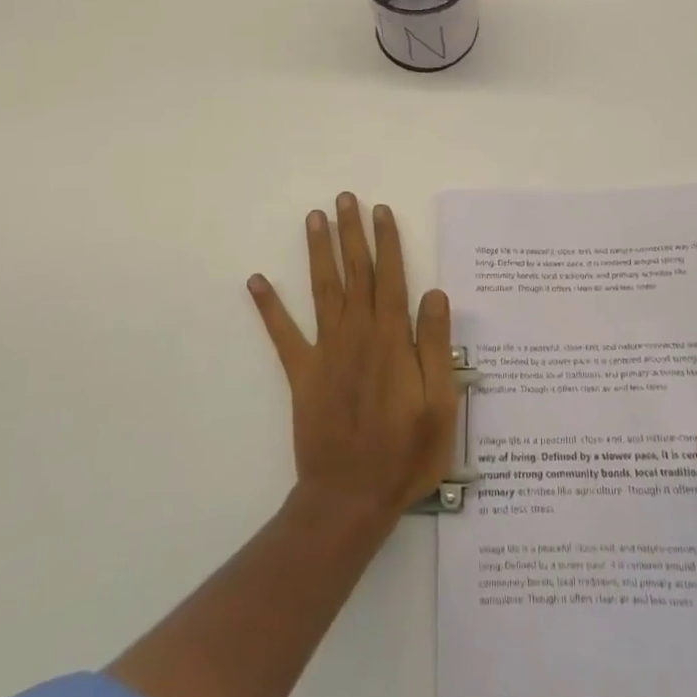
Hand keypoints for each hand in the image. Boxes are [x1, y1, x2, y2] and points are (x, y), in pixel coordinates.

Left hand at [249, 194, 457, 518]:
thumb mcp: (440, 404)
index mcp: (392, 339)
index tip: (380, 210)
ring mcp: (325, 352)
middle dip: (351, 233)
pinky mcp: (302, 374)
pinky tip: (256, 280)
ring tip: (314, 218)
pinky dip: (269, 306)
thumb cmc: (405, 453)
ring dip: (318, 252)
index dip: (386, 242)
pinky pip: (282, 334)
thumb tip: (436, 293)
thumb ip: (436, 346)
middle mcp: (356, 334)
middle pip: (355, 272)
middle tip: (344, 198)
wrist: (350, 498)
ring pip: (322, 290)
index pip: (390, 277)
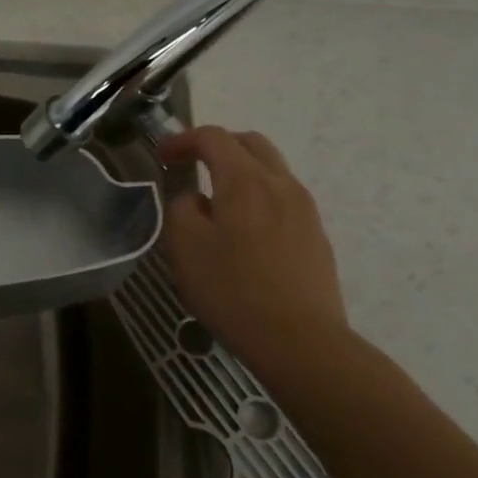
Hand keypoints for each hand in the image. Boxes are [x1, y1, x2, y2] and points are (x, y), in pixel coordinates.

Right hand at [157, 126, 349, 366]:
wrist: (300, 340)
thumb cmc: (232, 289)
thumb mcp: (184, 245)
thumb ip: (181, 207)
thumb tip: (194, 198)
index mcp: (245, 180)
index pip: (213, 137)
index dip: (182, 139)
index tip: (162, 157)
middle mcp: (280, 184)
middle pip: (250, 143)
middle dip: (216, 146)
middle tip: (190, 166)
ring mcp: (305, 209)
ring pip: (271, 169)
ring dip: (239, 170)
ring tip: (215, 199)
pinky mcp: (315, 234)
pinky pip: (283, 196)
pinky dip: (257, 195)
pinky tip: (242, 229)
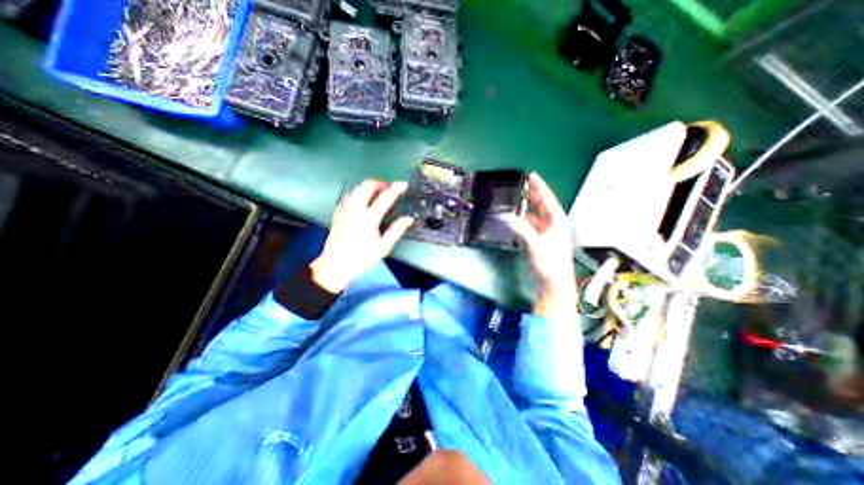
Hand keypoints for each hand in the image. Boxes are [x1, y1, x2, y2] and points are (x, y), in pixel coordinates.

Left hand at [311, 179, 414, 292]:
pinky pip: (350, 195)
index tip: (403, 184)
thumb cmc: (362, 258)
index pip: (385, 197)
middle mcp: (355, 209)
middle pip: (367, 186)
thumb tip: (409, 219)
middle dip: (380, 183)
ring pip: (357, 188)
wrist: (335, 265)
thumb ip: (397, 230)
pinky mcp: (338, 212)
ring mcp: (345, 209)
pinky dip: (360, 193)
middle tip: (389, 189)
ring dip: (369, 187)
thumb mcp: (383, 247)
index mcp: (369, 218)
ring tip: (378, 195)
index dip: (396, 189)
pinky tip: (364, 203)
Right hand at [508, 172, 575, 317]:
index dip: (540, 187)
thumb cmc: (550, 264)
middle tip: (524, 184)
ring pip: (538, 215)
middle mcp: (555, 225)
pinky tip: (518, 218)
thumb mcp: (535, 245)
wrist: (555, 284)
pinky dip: (526, 220)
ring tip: (518, 199)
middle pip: (544, 205)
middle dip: (534, 194)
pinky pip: (533, 225)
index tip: (532, 176)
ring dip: (528, 207)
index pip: (548, 199)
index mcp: (558, 222)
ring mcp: (549, 233)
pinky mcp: (543, 241)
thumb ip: (522, 229)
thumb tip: (509, 217)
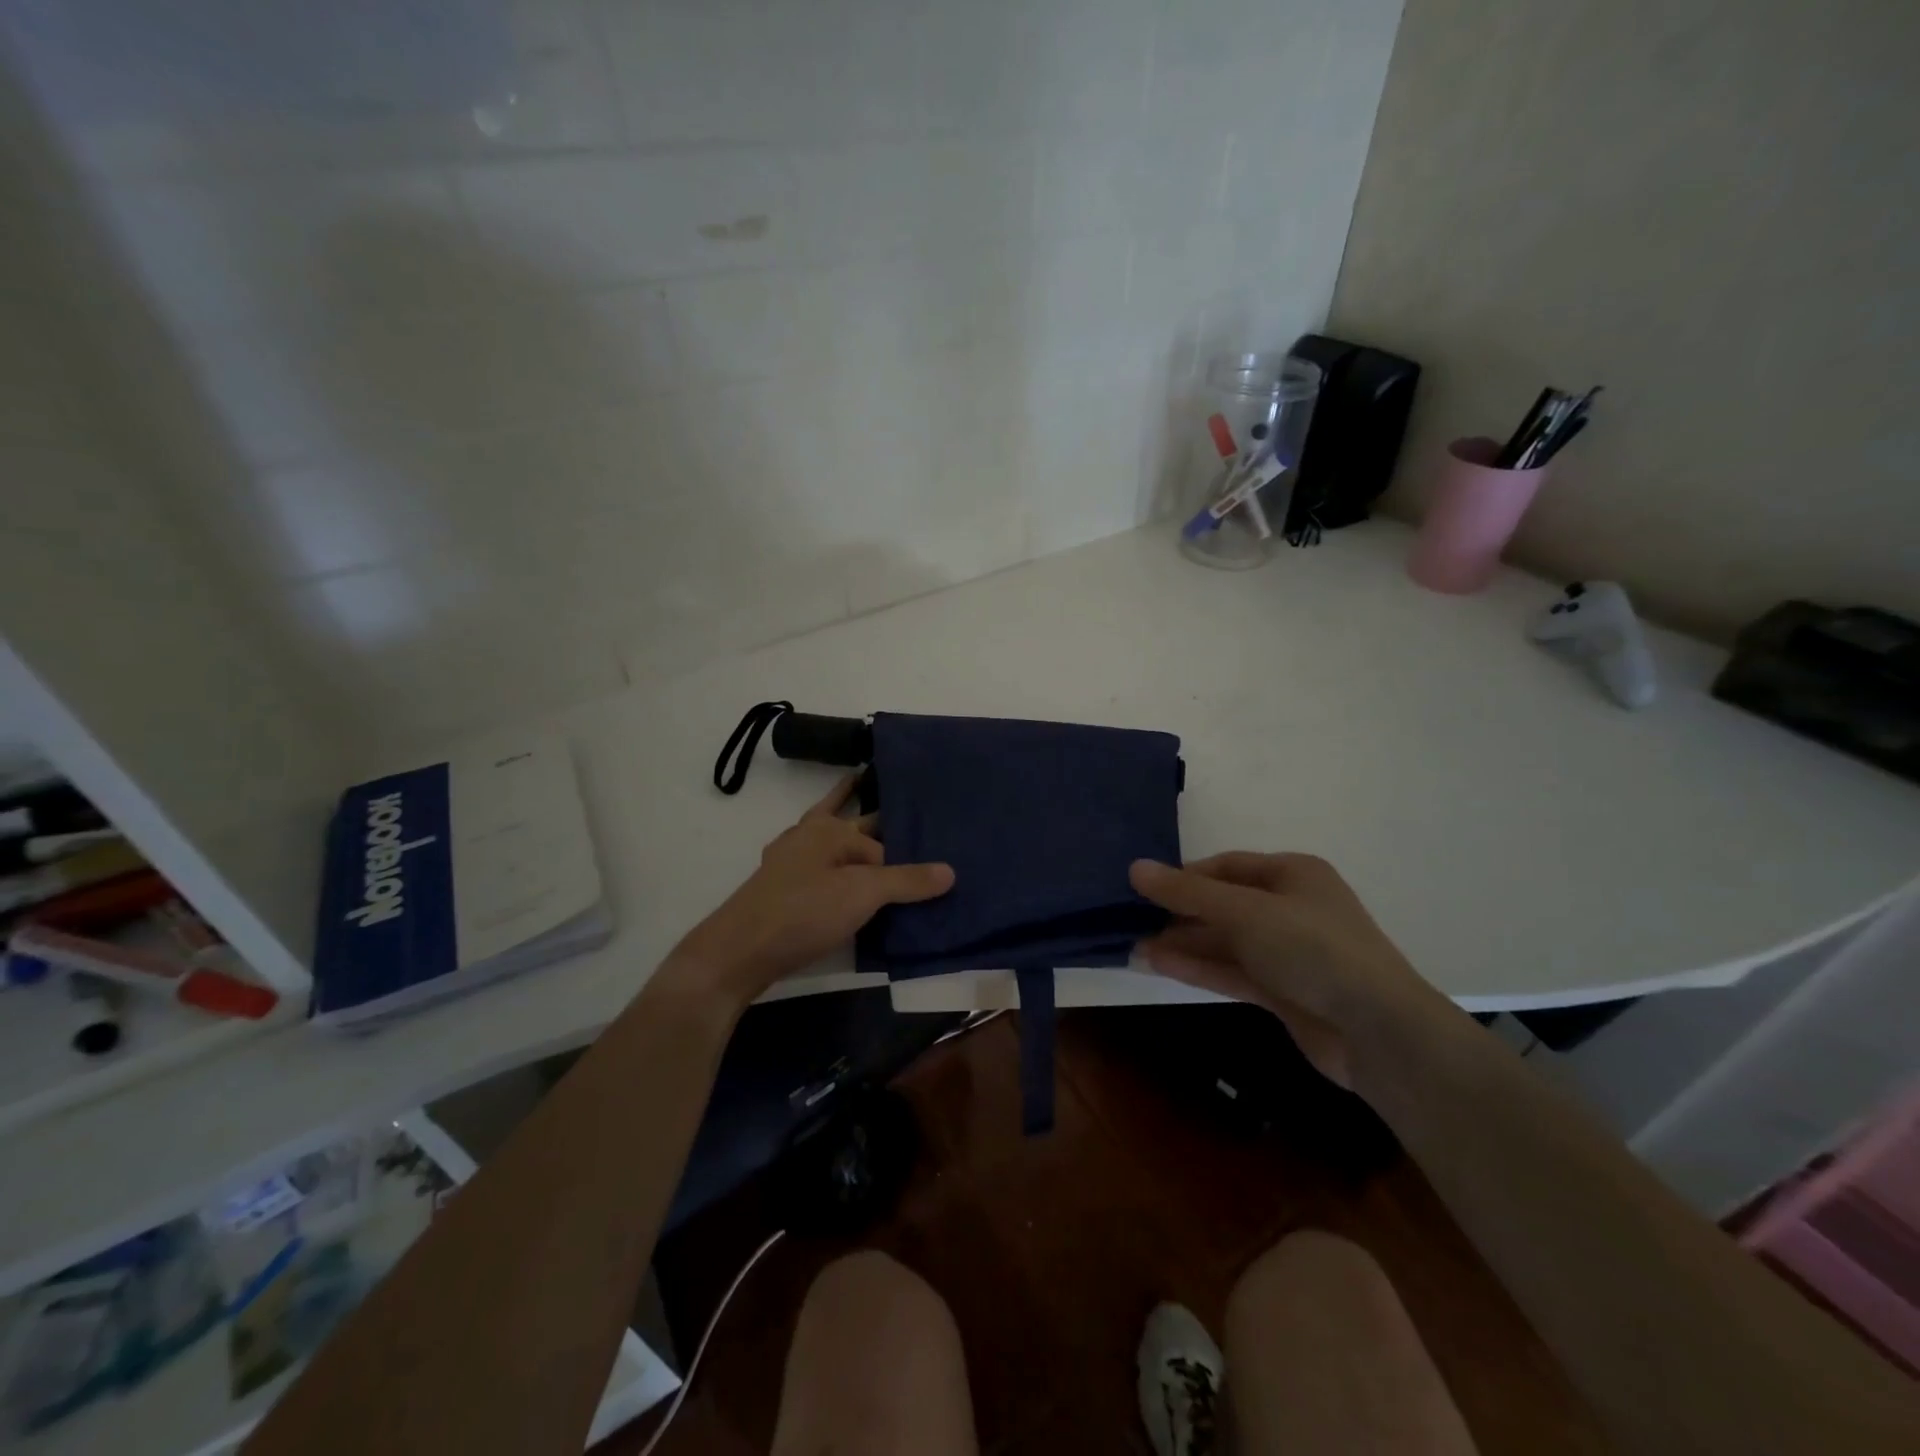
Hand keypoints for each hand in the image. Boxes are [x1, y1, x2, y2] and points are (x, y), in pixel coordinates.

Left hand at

* * * *

● **What to do**
Scan the data above and copy each line containing the word "Left".

● **Solution**
Left hand at [249, 194, 457, 518]:
Left hand at [311, 179, 414, 292]:
Left hand at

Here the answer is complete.